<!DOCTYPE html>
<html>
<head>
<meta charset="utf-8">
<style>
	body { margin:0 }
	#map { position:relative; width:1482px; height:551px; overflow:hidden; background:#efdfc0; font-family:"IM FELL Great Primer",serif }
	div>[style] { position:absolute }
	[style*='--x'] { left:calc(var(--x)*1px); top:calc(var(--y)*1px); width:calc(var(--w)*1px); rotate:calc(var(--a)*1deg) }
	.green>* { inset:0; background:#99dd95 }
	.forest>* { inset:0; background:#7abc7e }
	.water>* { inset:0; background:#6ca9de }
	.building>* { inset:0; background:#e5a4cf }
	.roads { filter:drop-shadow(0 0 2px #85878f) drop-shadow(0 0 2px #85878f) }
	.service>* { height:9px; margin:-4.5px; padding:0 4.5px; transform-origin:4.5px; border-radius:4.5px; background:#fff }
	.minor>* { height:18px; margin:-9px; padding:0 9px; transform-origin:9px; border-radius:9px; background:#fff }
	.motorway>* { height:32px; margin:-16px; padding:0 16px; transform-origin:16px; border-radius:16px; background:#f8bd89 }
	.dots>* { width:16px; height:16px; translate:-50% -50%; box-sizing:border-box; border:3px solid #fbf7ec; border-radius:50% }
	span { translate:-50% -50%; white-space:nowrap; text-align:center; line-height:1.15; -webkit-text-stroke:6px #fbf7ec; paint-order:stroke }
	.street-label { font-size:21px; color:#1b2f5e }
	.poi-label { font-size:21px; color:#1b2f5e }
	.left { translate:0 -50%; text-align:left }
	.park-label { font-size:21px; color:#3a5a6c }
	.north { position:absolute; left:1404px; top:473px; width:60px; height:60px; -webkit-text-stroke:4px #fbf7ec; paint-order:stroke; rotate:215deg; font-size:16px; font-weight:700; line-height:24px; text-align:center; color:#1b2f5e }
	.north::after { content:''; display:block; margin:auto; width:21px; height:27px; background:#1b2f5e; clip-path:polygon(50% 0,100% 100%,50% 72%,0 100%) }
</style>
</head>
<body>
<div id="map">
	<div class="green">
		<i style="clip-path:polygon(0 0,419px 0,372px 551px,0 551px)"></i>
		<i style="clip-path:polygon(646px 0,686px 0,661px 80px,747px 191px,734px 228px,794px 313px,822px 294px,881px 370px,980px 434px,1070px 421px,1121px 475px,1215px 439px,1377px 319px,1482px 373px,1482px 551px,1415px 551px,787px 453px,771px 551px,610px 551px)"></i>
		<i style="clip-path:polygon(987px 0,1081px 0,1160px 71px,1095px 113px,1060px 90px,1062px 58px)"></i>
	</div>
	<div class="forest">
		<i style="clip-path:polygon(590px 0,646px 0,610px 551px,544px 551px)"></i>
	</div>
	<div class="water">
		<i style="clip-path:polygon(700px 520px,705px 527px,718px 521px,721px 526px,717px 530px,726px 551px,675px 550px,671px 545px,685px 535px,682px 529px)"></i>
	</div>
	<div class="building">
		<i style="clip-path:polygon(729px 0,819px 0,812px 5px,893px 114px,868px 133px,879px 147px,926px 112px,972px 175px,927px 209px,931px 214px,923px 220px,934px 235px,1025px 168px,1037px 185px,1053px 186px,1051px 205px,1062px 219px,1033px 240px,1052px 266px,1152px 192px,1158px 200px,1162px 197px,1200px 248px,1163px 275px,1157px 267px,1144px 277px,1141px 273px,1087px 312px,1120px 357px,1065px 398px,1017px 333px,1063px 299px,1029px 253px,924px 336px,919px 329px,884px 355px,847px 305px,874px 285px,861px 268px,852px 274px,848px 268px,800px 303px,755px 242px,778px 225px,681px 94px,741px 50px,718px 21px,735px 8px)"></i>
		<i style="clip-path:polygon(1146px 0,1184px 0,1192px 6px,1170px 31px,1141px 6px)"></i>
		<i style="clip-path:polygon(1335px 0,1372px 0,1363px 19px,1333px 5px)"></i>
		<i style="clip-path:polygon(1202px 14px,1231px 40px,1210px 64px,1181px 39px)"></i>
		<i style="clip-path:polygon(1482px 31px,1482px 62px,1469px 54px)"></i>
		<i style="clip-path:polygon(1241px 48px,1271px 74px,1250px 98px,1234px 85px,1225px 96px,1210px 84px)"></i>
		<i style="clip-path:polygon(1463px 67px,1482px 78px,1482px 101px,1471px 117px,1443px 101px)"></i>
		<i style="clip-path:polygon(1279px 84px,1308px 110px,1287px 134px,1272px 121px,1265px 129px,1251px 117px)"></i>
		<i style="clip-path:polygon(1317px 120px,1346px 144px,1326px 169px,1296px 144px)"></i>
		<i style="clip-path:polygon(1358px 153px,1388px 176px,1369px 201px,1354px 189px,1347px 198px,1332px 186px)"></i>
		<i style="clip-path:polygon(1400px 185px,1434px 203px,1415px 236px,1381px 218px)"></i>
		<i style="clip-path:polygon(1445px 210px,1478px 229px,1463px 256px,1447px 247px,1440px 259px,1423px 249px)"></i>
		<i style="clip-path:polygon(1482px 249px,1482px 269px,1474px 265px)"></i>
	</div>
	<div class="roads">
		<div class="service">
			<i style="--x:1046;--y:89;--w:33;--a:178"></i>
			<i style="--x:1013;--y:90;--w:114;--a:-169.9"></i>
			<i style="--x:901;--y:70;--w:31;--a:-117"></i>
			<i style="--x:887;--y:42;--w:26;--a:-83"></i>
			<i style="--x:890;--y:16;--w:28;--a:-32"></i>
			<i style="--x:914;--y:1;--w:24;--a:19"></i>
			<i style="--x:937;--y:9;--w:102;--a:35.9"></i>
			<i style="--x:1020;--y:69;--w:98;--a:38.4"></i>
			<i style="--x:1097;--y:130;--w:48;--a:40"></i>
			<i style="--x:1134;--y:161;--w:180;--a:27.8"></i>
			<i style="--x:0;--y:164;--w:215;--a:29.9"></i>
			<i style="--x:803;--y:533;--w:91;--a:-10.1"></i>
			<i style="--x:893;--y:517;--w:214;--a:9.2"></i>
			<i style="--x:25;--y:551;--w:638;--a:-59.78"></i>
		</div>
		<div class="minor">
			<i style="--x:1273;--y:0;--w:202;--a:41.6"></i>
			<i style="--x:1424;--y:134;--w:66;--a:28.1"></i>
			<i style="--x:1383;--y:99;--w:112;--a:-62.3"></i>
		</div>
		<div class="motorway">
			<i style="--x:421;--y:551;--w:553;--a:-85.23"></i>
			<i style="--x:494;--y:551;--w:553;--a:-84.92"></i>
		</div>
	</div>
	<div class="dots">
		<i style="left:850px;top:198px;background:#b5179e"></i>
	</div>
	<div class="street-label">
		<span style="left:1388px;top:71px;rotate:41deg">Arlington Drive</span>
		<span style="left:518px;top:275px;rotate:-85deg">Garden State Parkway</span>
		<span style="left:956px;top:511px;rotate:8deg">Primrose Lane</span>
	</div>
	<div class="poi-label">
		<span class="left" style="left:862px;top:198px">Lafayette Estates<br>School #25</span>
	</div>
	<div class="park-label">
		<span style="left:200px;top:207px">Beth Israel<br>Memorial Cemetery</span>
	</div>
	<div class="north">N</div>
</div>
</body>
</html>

Task details: Your response should be made up of the lines in the data that contain the word "service".

Result:
	.service>* { height:9px; margin:-4.5px; padding:0 4.5px; transform-origin:4.5px; border-radius:4.5px; background:#fff }
		<div class="service">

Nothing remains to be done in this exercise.